Oh how I long for the days when I would boot up my IBM 8086 PC off of the dual-floppy drives and not have to answer any security questions in order to get to my word processing program. Granted, it was slow… but it was simple. It wasn’t connected to a fast Internet connection… but I was just happy to be able to see the three emails that came in each day. However, time marches on… speeds increase… software upgrades… networks expand… some idiot decides to hack into the system… then the IT world’s version of the TSA begins its march to make sure “our systems” are not hacked. It’s too bad we’ve stopped having “smoke breaks” at work, because each time we log in to our computers, open email, load a template in our word processors, or try to watch YouTube an online training video, we could go outside and light up.

I know, I know… IT Security is needed to keep the bad guys out (and it seems that there are many bad guys out there.) The drawback to this constant war on hackers is that we have all suffered the effects of the long slog against an enemy that simply won’t die… won’t surrender… and adjusts their tactics whenever we’ve had any reasonable success against the existing attacks.

It seems that every year a new layer of security is added. Here’s just a few that come to me off the top of my head:

  • Username/Passwords
  • Advanced Password Requirements (where you have to add CAPITAL letters, Numb3rs, and Sp#cial Ch@racters)
  • Bio metric readers (finger print scanners)
  • Digital Codes on key chains that change every 60 seconds
  • Anti-Virus Software
  • Network Security Devices (anti-sniffer, sniffers)
  • Remote mobile devices wipers
  • Encrypted hard drives
  • Secure WiFi
Everyone of these (and the dozens or so I’m sure I didn’t list) are reactions to security threats that have either happened to your place of work, or to some other place of work and your IT staff doesn’t want to happen to them. Each of these is a burden upon the IT Group, the computer you’re using, the network you are on, and on you and your work production. The end result is that we have a fight between Moore’s Law and the Red Queen’s Hypothesis:

Speeds Double Every 18 Months…
But, We Need Them To Double Twice That Fast To Get Anywhere!!

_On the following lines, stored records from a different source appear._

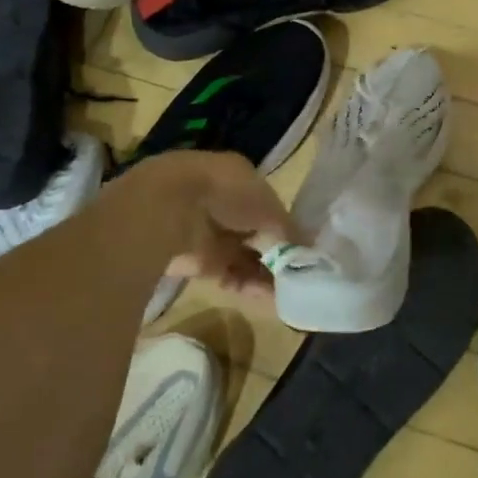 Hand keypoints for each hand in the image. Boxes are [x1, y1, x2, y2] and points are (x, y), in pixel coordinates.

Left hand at [115, 151, 297, 295]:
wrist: (167, 211)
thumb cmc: (226, 193)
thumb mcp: (268, 206)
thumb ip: (289, 227)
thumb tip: (310, 247)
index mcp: (239, 178)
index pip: (267, 205)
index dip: (285, 225)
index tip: (305, 245)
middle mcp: (224, 204)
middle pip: (256, 232)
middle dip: (277, 253)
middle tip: (303, 273)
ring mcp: (209, 233)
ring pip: (245, 256)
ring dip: (267, 273)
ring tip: (292, 291)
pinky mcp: (198, 261)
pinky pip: (230, 275)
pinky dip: (249, 286)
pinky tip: (272, 299)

I would have hoped by now that we would have things like automated security, instant boot-ups, programs that don’t move slower than their Windows 95 versions, tri-corders and food replicators… but alas, we do not. We seem to be stuck in an information world that is stuck marking time in a battle where winning is defined as simply not losing. I have to go now… my email program finished loading… and I have to make sure Postini didn’t capture any emails that I actually need to read.